##### EXERCISE DATA
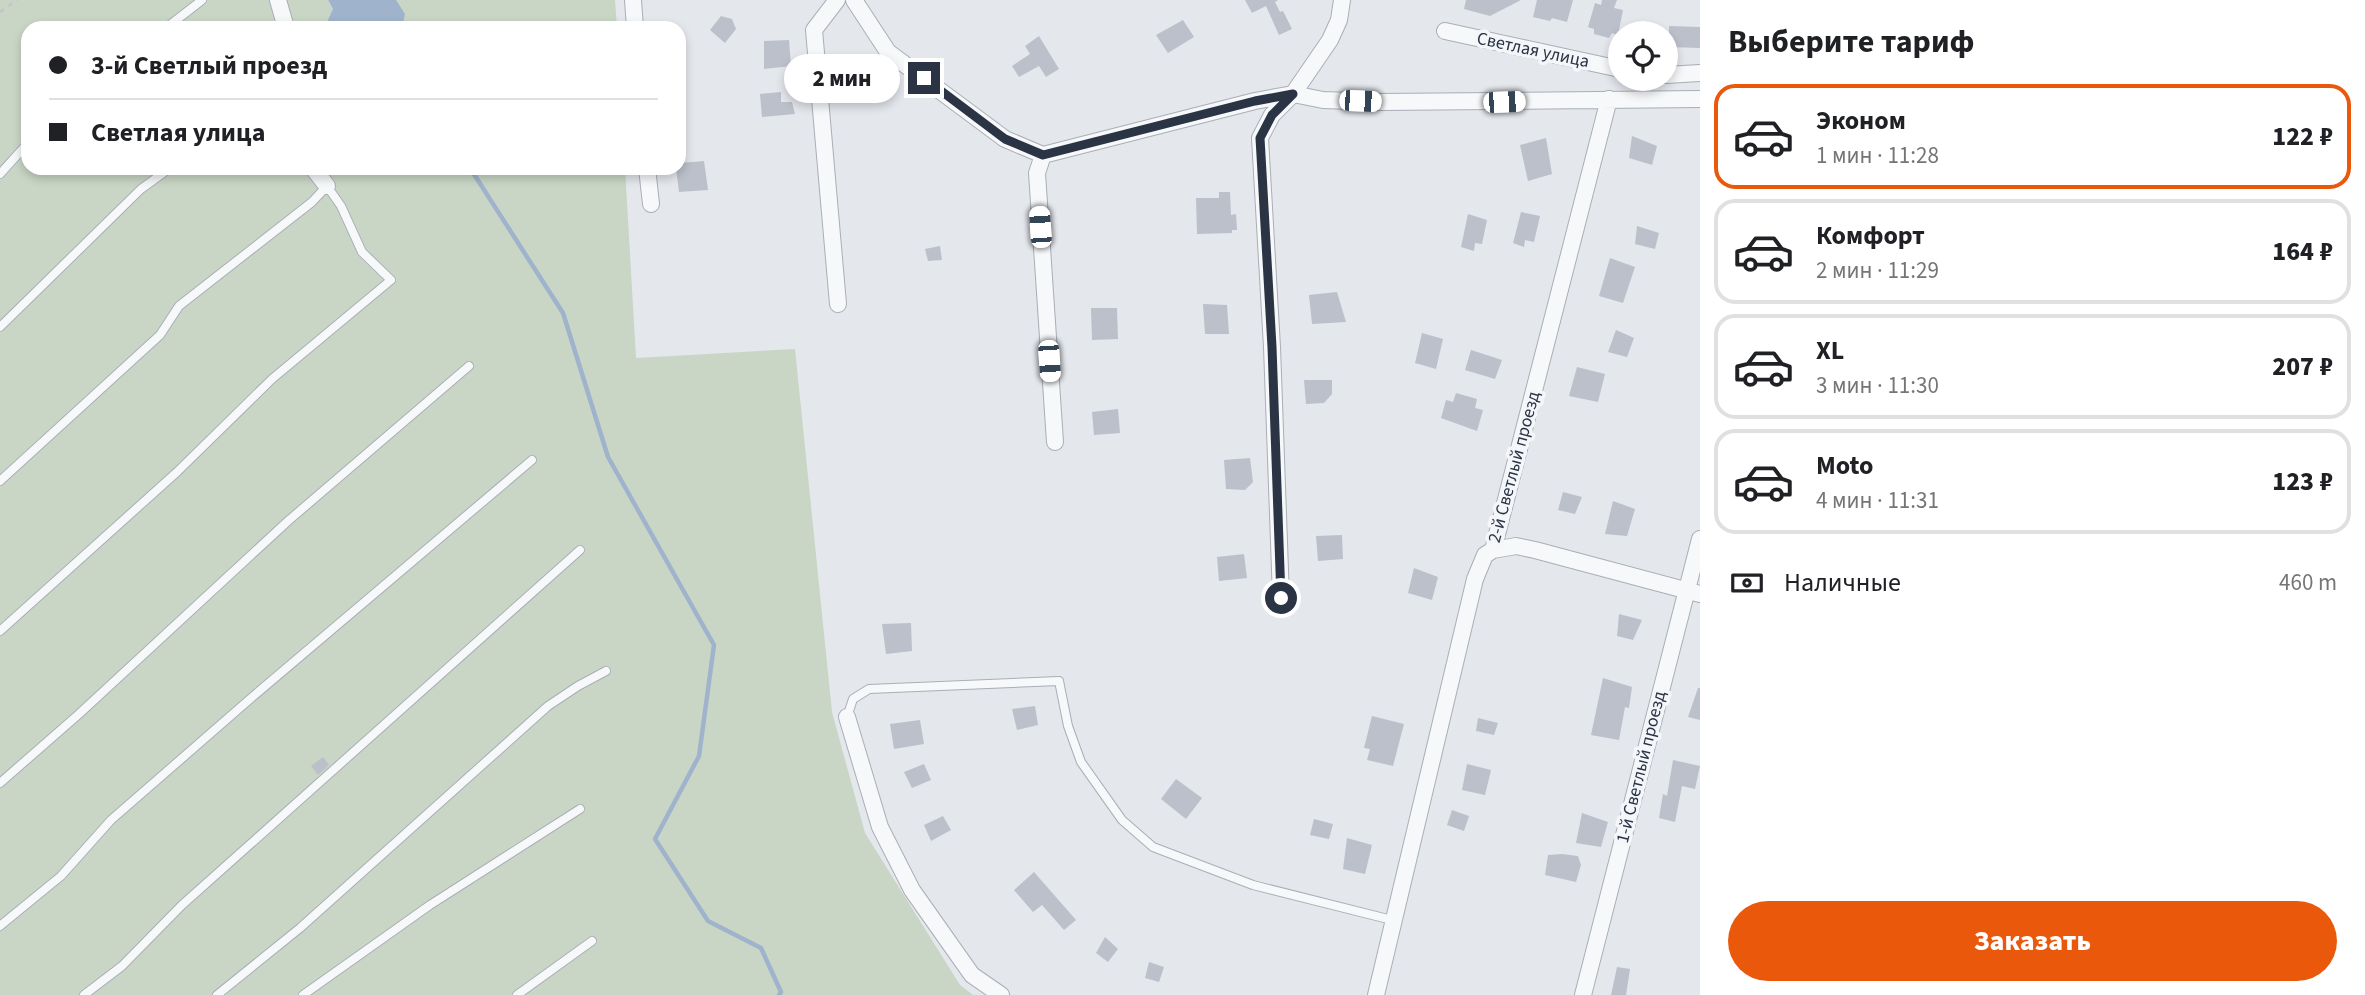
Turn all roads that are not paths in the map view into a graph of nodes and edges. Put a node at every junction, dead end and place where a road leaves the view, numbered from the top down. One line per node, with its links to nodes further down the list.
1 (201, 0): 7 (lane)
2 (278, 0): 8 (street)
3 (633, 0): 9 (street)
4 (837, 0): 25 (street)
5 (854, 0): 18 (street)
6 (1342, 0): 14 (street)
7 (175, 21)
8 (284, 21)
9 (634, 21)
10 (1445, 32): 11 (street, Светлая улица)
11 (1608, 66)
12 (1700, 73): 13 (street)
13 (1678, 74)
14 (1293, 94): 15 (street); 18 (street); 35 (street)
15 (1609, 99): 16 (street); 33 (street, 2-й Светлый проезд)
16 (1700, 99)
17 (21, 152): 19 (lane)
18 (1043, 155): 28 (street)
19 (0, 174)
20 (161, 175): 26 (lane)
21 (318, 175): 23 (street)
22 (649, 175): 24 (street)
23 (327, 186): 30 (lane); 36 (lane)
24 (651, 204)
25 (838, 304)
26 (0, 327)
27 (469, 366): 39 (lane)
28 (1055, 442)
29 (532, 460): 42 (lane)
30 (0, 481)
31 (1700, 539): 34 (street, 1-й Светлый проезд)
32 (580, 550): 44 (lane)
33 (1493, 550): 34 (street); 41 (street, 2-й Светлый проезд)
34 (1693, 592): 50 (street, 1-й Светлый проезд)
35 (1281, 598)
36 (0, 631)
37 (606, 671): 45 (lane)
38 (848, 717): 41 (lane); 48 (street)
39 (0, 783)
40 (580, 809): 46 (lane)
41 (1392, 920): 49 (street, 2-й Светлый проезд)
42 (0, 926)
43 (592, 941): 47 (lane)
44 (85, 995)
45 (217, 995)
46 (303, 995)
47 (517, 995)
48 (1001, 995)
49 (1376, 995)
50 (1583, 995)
##########
### [YOUR INSTRUCTIONS]
Among the lines of the data, which ones contain the word "Светлый"? Show them.

### [SOLUTION]
15 (1609, 99): 16 (street); 33 (street, 2-й Светлый проезд)
31 (1700, 539): 34 (street, 1-й Светлый проезд)
33 (1493, 550): 34 (street); 41 (street, 2-й Светлый проезд)
34 (1693, 592): 50 (street, 1-й Светлый проезд)
41 (1392, 920): 49 (street, 2-й Светлый проезд)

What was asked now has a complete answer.